What to produce
Your answer should hold each line of the material that contains the word "Southwest".

Data to process
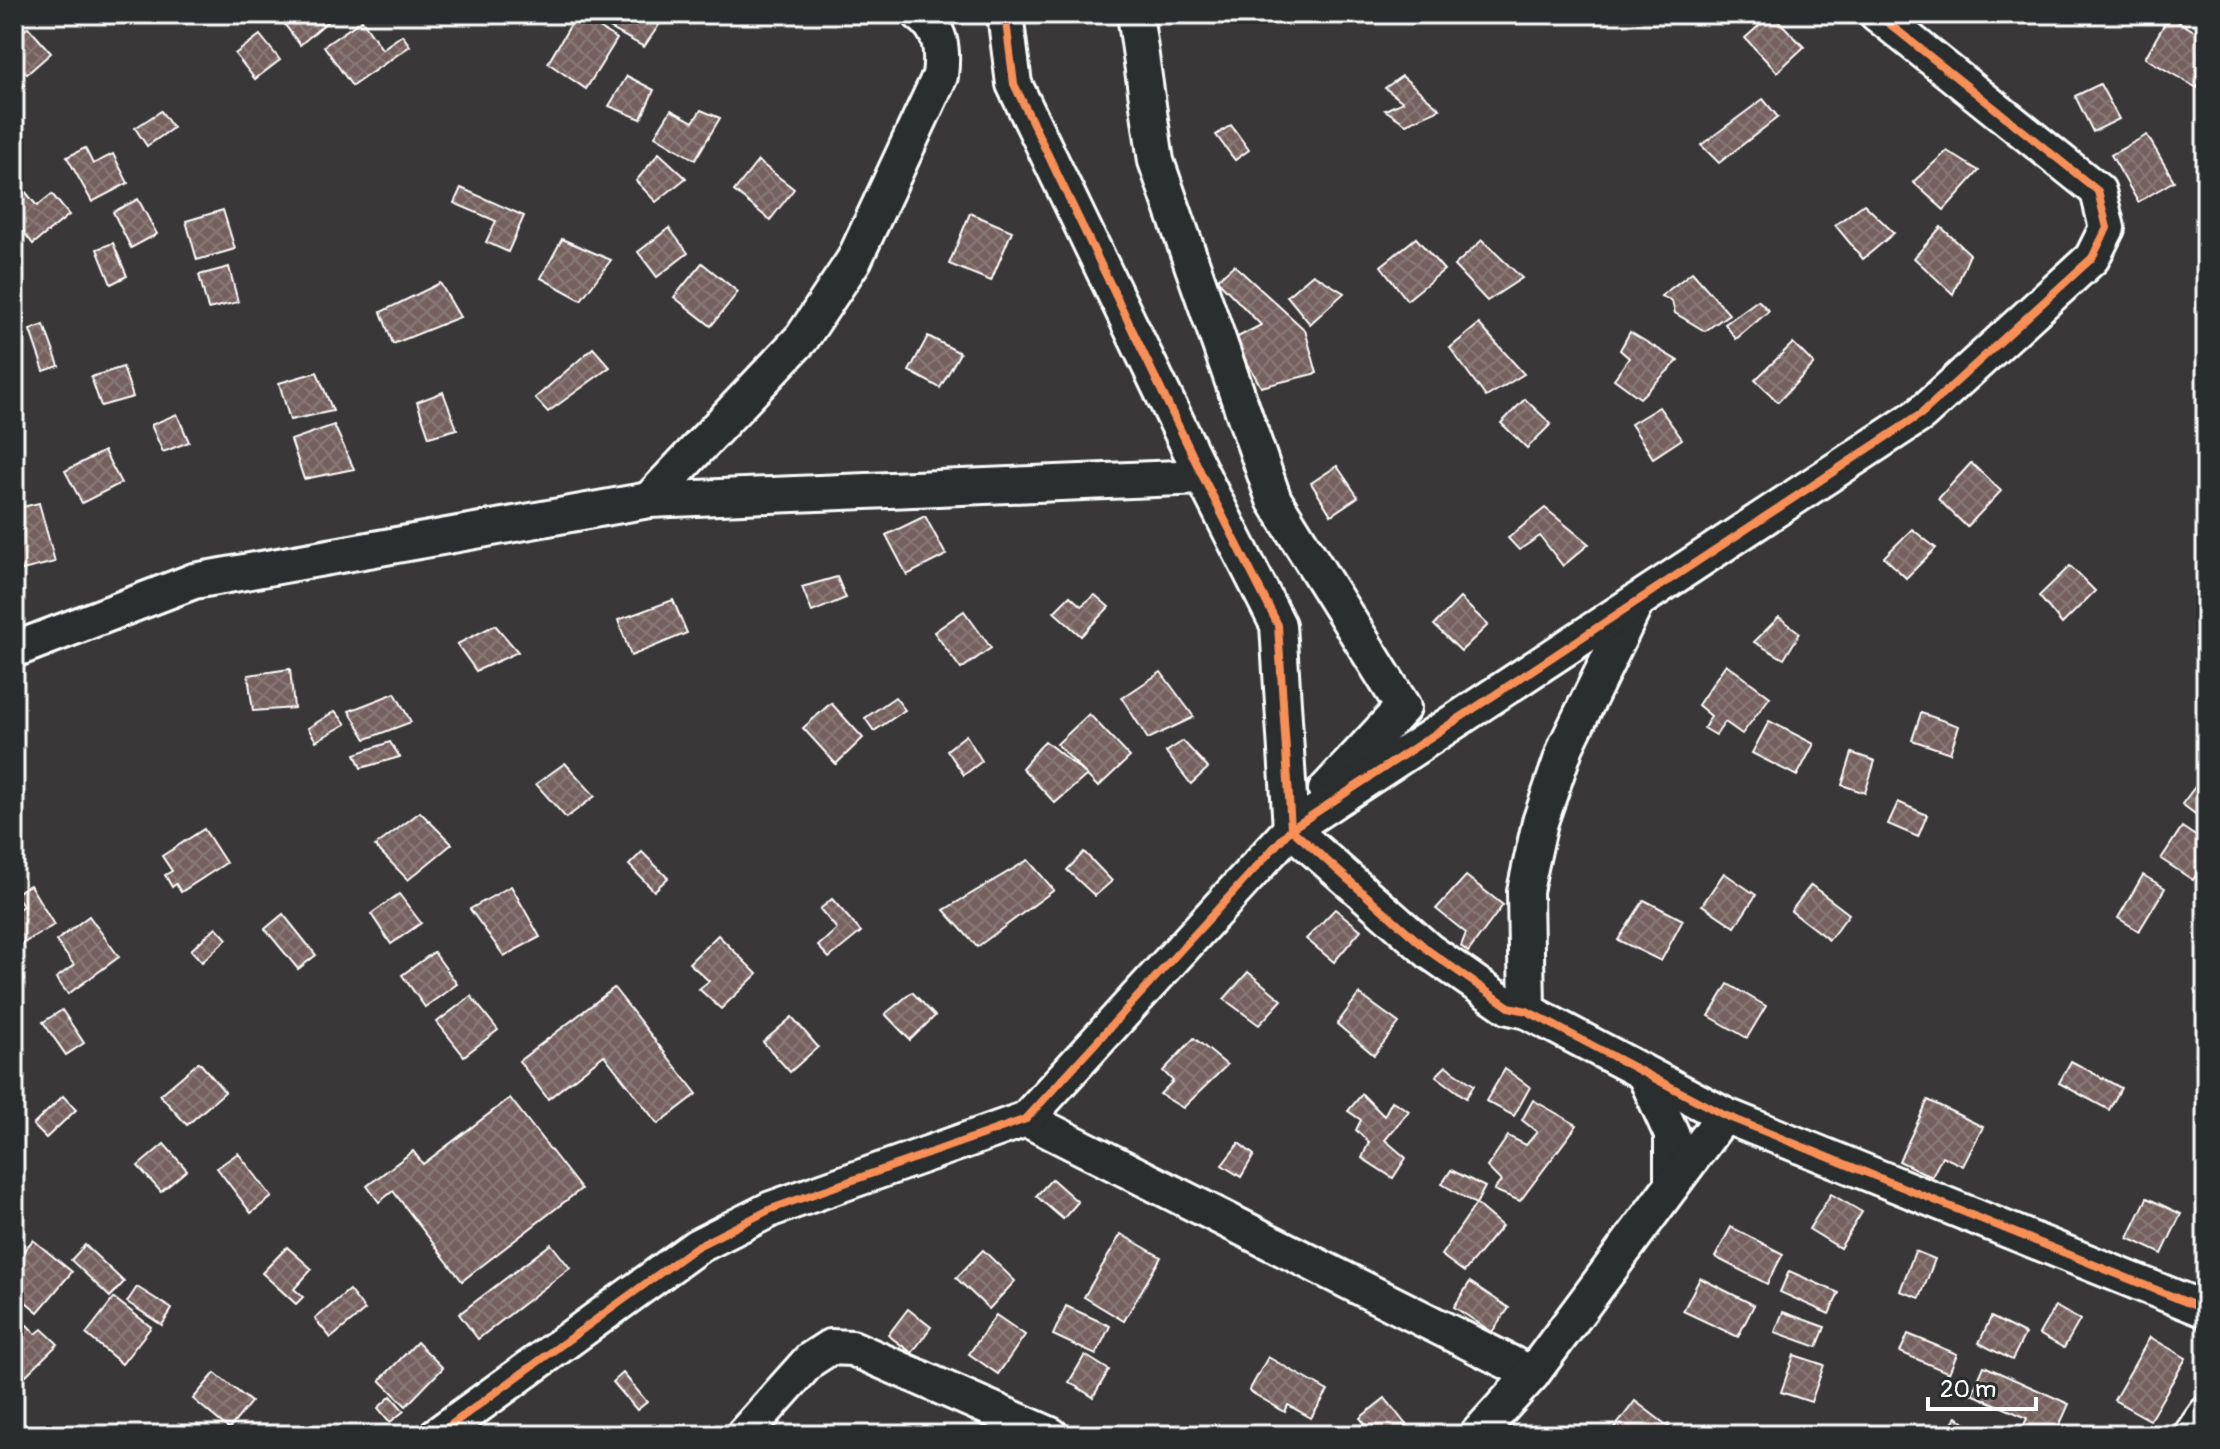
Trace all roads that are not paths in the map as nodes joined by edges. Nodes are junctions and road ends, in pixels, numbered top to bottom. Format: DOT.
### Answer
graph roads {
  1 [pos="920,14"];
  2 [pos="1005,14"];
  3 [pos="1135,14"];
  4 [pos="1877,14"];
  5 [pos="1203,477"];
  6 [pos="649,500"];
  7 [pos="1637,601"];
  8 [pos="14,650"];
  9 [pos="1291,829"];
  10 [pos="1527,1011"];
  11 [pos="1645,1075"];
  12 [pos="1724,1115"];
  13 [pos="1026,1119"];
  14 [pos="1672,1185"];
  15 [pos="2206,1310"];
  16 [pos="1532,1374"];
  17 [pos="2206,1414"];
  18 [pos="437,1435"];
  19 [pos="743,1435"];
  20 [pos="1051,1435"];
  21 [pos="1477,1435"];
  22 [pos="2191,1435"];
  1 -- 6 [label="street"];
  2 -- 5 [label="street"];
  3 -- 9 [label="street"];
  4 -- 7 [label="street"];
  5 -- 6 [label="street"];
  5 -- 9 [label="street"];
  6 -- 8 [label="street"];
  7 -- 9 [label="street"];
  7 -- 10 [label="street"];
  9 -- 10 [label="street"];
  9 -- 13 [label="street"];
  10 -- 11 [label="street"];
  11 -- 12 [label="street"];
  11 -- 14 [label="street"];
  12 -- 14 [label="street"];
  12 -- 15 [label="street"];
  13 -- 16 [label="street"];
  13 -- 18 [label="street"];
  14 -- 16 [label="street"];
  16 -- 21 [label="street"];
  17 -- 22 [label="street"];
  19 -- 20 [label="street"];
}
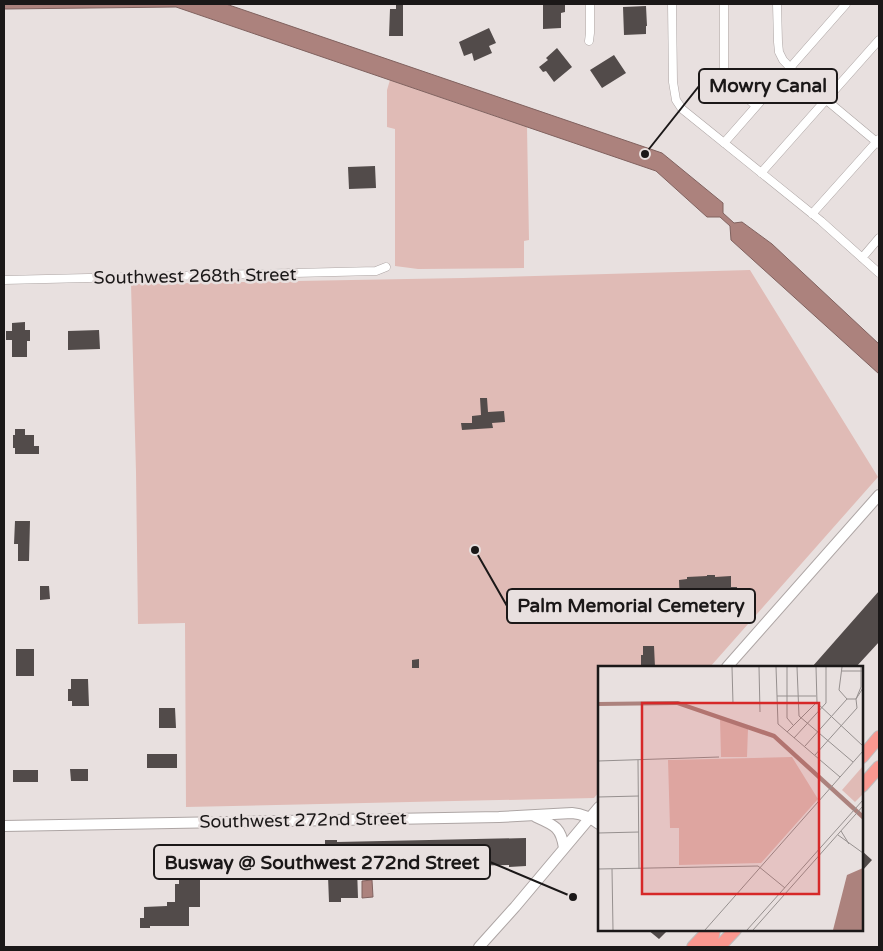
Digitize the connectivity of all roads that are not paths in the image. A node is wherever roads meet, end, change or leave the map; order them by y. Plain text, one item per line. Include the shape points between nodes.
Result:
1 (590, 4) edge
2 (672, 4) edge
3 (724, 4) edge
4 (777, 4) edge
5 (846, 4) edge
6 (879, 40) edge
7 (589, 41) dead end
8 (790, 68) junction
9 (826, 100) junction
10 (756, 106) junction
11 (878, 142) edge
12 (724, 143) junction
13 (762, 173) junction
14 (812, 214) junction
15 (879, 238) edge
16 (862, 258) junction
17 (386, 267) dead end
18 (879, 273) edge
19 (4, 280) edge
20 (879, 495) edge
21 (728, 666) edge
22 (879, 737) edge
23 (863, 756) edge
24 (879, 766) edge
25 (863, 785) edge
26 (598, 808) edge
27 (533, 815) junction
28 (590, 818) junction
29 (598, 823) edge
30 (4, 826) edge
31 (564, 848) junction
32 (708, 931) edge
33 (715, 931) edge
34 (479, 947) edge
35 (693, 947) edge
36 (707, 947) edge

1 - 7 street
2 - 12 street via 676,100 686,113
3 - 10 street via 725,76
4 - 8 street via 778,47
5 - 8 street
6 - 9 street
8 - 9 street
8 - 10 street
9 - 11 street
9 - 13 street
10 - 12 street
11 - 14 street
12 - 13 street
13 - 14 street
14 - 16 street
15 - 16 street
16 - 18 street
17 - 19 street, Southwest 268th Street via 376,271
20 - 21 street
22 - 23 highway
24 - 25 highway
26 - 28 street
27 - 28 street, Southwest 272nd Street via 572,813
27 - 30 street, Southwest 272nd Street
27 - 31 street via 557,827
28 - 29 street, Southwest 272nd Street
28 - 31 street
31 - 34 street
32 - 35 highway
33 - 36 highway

Answer to the problem
17 - 19 street, Southwest 268th Street via 376,271
27 - 28 street, Southwest 272nd Street via 572,813
27 - 30 street, Southwest 272nd Street
28 - 29 street, Southwest 272nd Street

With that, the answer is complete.